Deciding whether a judgment of acquittal or the dismissal of an indictment is appropriate requires an assessment of the sufficiency of the evidence. The court " 'must determine whether, viewing the evidence in the light most favorable to the government, the jury could reasonably find the defendant guilty beyond a reasonable doubt.' " Merriweather, 777 F.2d at 507 (quoting United States v. Hazeem, 679 F.2d 770, 772 (9th Cir.), cert. denied, 459 U.S. 848 (1982)); see United States v. Reese, 775 F.2d 1066, 1070-71 (9th Cir.1985).
There was testimony at trial supporting Almaguer's claim of innocence. For example, Almaguer's brother Jerry testified that Almaguer was not a knowing participant in cocaine transactions. However, there was also testimony from other witnesses from which it could be reasonably inferred that Almaguer was knowingly involved in various cocaine transactions: testimony showing that though Garcia had no cocaine upon Ancira's arrival at his house but sold an ounce to Ancira shortly thereafter, following a brief visit from Almaguer; corroborating testimony that a man was seen entering Garcia's home at the time Ancira was there to buy cocaine; and testimony that a government agent who had arranged cocaine purchases with Almaguer's brother Jerry, received delivery of the first purchase after Jerry met with Almaguer at the scene of the transaction, and that Almaguer drove Jerry when he delivered the second purchase.
"While mere proximity to the scene of illicit activity is not sufficient to establish involvement in a conspiracy, a defendant's presence may support such an inference when viewed in context with other evidence." United States v. Penagos, 823 F.2d 346, 348 (9th Cir.1987) (citing Reese, 775 F.2d at 1071-72). Viewing the evidence in the light most favorable to the government, a rational jury could reasonably have found Almaguer guilty beyond a reasonable doubt of the conspiracy to distribute, distribution, and aiding and abetting the distribution of cocaine charges. Cf.
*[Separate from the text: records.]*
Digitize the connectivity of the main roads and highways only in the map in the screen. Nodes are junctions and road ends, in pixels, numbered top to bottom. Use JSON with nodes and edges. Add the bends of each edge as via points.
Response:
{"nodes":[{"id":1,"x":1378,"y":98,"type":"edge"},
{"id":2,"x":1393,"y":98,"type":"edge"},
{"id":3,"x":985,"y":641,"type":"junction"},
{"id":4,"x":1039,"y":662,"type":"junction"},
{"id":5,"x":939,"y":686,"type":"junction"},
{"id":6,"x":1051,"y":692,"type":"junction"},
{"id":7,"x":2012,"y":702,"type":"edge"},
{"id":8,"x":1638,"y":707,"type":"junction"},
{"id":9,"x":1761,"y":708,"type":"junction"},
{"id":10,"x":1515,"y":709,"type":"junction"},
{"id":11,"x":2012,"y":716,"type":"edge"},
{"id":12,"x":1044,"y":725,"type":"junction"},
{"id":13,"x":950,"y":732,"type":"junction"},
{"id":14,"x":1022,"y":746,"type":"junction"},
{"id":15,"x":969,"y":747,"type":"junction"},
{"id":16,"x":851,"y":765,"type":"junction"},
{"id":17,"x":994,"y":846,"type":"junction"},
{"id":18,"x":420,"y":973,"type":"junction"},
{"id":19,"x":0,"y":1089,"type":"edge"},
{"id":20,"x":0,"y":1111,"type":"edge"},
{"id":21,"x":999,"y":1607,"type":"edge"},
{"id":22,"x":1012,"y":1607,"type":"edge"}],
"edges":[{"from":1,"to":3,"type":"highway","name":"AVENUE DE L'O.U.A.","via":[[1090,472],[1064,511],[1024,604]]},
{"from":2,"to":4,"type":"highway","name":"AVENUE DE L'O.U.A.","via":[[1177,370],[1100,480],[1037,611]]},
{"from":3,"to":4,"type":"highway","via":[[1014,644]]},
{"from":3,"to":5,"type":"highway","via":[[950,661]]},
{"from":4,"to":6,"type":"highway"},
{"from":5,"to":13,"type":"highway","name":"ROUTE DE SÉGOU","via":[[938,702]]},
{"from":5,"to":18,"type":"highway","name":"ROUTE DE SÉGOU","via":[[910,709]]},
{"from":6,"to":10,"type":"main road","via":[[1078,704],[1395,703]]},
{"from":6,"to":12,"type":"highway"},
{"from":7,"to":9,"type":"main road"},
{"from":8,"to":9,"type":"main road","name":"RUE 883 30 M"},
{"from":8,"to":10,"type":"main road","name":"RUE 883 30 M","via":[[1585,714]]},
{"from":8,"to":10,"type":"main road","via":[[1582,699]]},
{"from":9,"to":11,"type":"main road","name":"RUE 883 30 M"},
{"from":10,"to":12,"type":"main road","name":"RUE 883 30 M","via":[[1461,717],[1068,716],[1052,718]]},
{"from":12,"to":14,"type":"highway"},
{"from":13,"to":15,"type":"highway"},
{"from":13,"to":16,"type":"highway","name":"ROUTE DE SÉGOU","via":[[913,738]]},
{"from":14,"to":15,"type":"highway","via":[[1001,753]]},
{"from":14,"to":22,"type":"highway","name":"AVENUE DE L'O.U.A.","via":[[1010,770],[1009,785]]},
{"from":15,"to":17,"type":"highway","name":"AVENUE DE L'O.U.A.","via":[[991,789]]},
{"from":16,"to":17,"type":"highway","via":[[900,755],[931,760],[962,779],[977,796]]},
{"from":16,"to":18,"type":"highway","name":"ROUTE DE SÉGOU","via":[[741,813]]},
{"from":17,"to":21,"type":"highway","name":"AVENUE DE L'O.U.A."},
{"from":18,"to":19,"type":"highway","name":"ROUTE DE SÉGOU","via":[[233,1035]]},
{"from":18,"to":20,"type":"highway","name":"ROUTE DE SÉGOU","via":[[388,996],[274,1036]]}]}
Reese, 775 F.2d at 1072.
The district court neither abused its discretion in admitting the co-conspirator's out-of-court statements, nor improperly commented on the evidence in rendering its ruling. Similarly, it did not improperly invade the province of the jury by refusing to grant Almaguer's motion for acquittal or by failing to dismiss the indictment at the close of the government's case.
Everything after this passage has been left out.